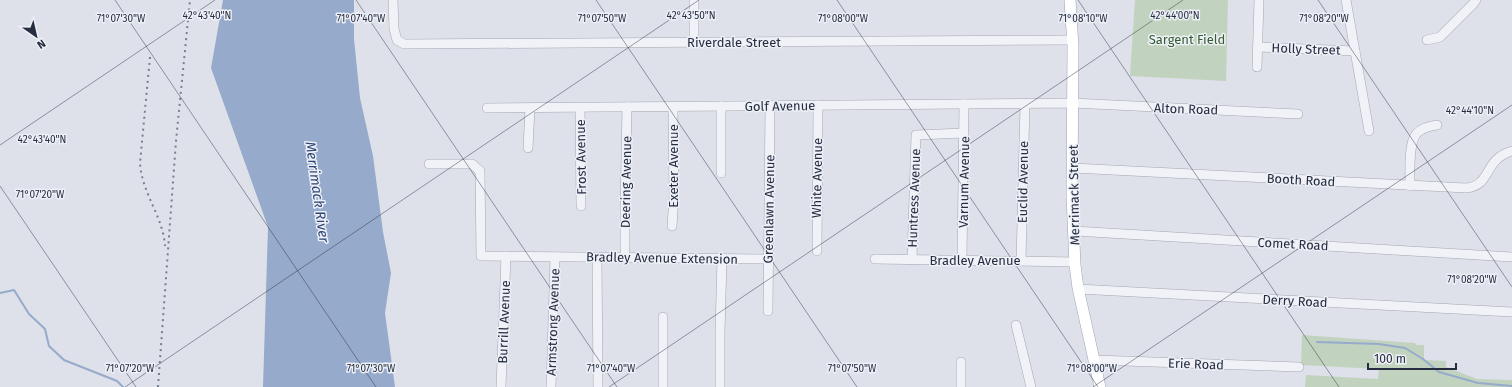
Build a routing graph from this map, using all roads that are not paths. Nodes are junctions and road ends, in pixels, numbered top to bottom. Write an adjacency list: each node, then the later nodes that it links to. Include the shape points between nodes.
1 (393, 0): 9 (street, Riverdale Street, via 394,29 397,40 404,44)
2 (694, 0): 9 (street)
3 (1070, 0): 7 (main road, Merrimack Street)
4 (1260, 0): 10 (street)
5 (1346, 0): 11 (street)
6 (1476, 0): 8 (street, via 1440,37)
7 (1072, 40): 9 (street, Riverdale Street); 13 (main road, Merrimack Street)
8 (1427, 40)
9 (694, 42)
10 (1258, 47): 11 (street, Holly Street); 12 (street)
11 (1355, 51): 26 (street)
12 (1257, 67)
13 (1073, 103): 15 (street, Golf Avenue); 24 (street, Alton Road); 31 (main road, Merrimack Street)
14 (964, 104): 15 (street, Golf Avenue); 16 (street, Golf Avenue); 27 (street, Varnum Avenue)
15 (1025, 104): 48 (street, Euclid Avenue)
16 (818, 105): 18 (street, Golf Avenue); 37 (street, White Avenue)
17 (722, 106): 18 (street, Golf Avenue); 20 (street, Golf Avenue); 32 (street)
18 (770, 106): 44 (street, Greenlawn Avenue)
19 (627, 107): 20 (street, Golf Avenue); 23 (street, Golf Avenue); 42 (street, Deering Avenue)
20 (673, 107): 35 (street, Exeter Avenue)
21 (487, 108): 22 (street, Golf Avenue)
22 (530, 108): 23 (street, Golf Avenue); 28 (street)
23 (580, 108): 34 (street, Frost Avenue)
24 (1298, 114)
25 (1437, 125): 33 (street, via 1421,129 1413,140)
26 (1369, 131)
27 (964, 132): 46 (street, Huntress Avenue, via 916,135); 47 (street, Varnum Avenue)
28 (528, 148)
29 (1512, 151): 33 (street, Booth Road, via 1495,160 1483,180 1472,188)
30 (429, 164): 38 (street, via 469,164 478,167 481,175 481,256)
31 (1073, 168): 33 (street, Booth Road); 36 (main road, Merrimack Street)
32 (721, 173)
33 (1410, 186)
34 (582, 206)
35 (672, 226)
36 (1074, 231): 41 (street, Comet Road); 49 (main road, Merrimack Street)
37 (817, 250)
38 (506, 256): 39 (street); 58 (street, Burrill Avenue)
39 (555, 257): 40 (street, Bradley Avenue Extension); 59 (street, Armstrong Avenue)
40 (597, 257): 42 (street, Bradley Avenue Extension); 60 (street)
41 (1512, 257)
42 (625, 258): 43 (street, Bradley Avenue Extension)
43 (722, 259): 44 (street, Bradley Avenue Extension); 62 (street)
44 (768, 259): 51 (street, Greenlawn Avenue)
45 (875, 259): 46 (street, Bradley Avenue)
46 (912, 260): 47 (street, Bradley Avenue)
47 (962, 260): 48 (street, Bradley Avenue)
48 (1021, 261): 49 (street, Bradley Avenue)
49 (1075, 262): 50 (main road, Merrimack Street)
50 (1078, 289): 52 (street, Derry Road); 55 (main road, Merrimack Street)
51 (768, 311)
52 (1512, 312)
53 (663, 317): 61 (street)
54 (1016, 325): 64 (street)
55 (1094, 360): 57 (street, Erie Road); 65 (main road, Merrimack Street)
56 (961, 362): 63 (street)
57 (1299, 367)
58 (501, 387)
59 (551, 387)
60 (598, 387)
61 (663, 387)
62 (720, 387)
63 (961, 387)
64 (1031, 387)
65 (1100, 387)

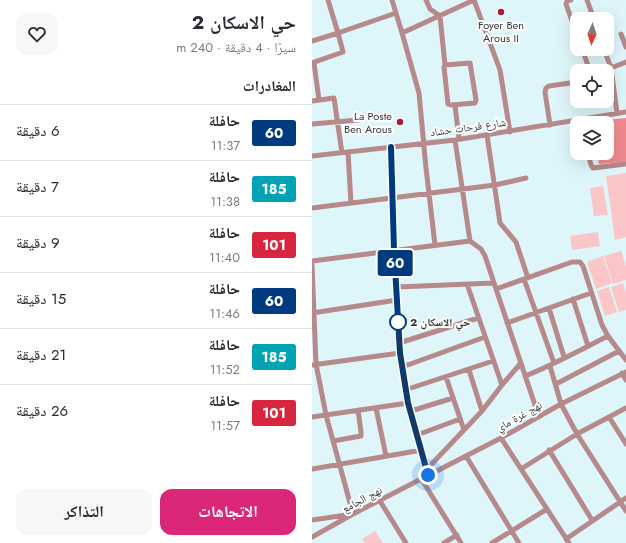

_What needs to be done_: Please report every line of the records above that contains the word "Golf".

_Response to the exercise_:
13 (1073, 103): 15 (street, Golf Avenue); 24 (street, Alton Road); 31 (main road, Merrimack Street)
14 (964, 104): 15 (street, Golf Avenue); 16 (street, Golf Avenue); 27 (street, Varnum Avenue)
16 (818, 105): 18 (street, Golf Avenue); 37 (street, White Avenue)
17 (722, 106): 18 (street, Golf Avenue); 20 (street, Golf Avenue); 32 (street)
19 (627, 107): 20 (street, Golf Avenue); 23 (street, Golf Avenue); 42 (street, Deering Avenue)
21 (487, 108): 22 (street, Golf Avenue)
22 (530, 108): 23 (street, Golf Avenue); 28 (street)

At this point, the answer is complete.